Looking ahead, the role of AI in medicine raises deeper questions. Professor Kather mentioned a legislative draft being discussed in the United States that actually proposes to grant AI the status of a “practitioner” with the authority to prescribe prescription drugs under certain conditions. While this may sound like science fiction, it genuinely reflects the immense impact of this technology.

However, opportunities coexist with risks. As AI agents gain greater autonomy, their potential errors could also have more severe consequences. Professor Kather warned that the medical field must be more conservative and risk-averse than any other, maintaining a cautious approach to the application of new technologies.

At the end of his presentation, Professor Kather called for strengthening discussion and collaboration on AI technology within the hematology community. He also announced that the upcoming ESMO Congress on AI and Digital Oncology in Berlin will delve deeper into these issues. He emphasized that his team is composed of half physicians and half computer scientists, and this deep interdisciplinary integration is key to developing AI tools that genuinely meet clinical needs.

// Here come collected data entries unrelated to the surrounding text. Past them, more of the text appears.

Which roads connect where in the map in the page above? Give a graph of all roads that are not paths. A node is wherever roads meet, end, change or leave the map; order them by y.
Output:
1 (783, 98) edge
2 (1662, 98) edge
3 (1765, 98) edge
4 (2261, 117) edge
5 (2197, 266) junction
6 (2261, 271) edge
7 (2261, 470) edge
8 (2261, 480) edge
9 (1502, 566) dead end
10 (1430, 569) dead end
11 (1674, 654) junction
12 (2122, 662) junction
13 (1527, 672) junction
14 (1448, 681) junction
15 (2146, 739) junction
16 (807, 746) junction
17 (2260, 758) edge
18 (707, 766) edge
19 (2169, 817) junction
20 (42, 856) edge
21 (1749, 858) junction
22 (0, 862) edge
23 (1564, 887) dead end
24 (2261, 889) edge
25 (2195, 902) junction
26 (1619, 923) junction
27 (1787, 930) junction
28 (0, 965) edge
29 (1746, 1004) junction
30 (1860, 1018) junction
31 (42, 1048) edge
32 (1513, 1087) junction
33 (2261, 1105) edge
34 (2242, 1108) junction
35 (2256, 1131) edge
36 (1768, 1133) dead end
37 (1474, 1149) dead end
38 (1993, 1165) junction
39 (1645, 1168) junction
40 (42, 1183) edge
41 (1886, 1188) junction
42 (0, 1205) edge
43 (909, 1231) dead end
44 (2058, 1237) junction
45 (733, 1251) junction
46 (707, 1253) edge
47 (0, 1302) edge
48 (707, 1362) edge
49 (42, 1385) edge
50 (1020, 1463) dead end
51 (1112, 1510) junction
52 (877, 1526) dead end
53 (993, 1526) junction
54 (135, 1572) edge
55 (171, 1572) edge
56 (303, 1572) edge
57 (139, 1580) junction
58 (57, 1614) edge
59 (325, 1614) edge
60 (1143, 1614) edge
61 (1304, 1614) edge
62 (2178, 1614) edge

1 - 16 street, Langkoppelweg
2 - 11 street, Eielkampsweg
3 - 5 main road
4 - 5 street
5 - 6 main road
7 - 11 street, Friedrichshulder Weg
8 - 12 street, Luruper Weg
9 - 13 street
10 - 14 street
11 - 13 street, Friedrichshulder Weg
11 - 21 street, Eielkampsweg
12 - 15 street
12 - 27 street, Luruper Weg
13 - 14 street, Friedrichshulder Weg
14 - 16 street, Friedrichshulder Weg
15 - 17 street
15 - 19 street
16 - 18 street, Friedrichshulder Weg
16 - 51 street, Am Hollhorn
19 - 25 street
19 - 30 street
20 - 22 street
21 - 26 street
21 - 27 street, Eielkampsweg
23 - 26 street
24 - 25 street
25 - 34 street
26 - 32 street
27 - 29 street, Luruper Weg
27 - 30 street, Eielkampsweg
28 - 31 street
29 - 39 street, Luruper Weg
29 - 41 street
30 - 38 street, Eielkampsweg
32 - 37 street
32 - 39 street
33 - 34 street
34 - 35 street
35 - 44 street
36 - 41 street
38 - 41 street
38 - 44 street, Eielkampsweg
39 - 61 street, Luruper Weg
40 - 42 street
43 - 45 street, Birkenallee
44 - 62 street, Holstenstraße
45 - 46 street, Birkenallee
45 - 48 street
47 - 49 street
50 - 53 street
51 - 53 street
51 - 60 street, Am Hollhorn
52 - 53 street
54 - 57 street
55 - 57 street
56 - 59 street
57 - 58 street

This presentation clearly illustrates the evolutionary path of artificial intelligence in hematologic oncology—from an auxiliary tool to a collaborative partner, and potentially to a future decision-maker. Professor Kather’s research not only brings unprecedented imaginative possibilities to the clinic but also highlights the core value of interdisciplinary collaboration in global health technology innovation, propelling us steadily toward a new era of more precise, efficient, and intelligent cancer diagnosis and treatment.